__Assignment__: Which lines of the records contain "hand"? Collect every one of them.
*** Extracted data ***
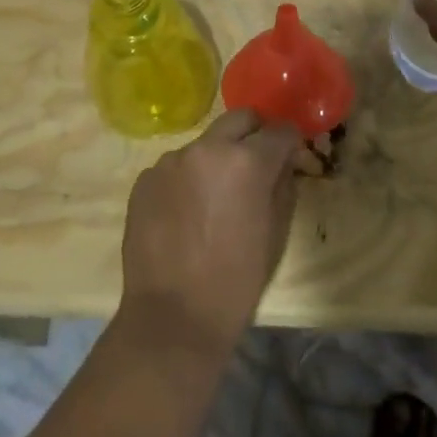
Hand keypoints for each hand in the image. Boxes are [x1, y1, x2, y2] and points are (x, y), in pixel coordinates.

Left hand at [118, 109, 304, 357]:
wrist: (172, 317)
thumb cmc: (235, 282)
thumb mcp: (275, 234)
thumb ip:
***
__Result of this task__:
Hand keypoints for each hand in the image. Boxes are [x1, y1, x2, y2] and points are (x, y), in pixel coordinates.
Left hand at [118, 109, 304, 357]:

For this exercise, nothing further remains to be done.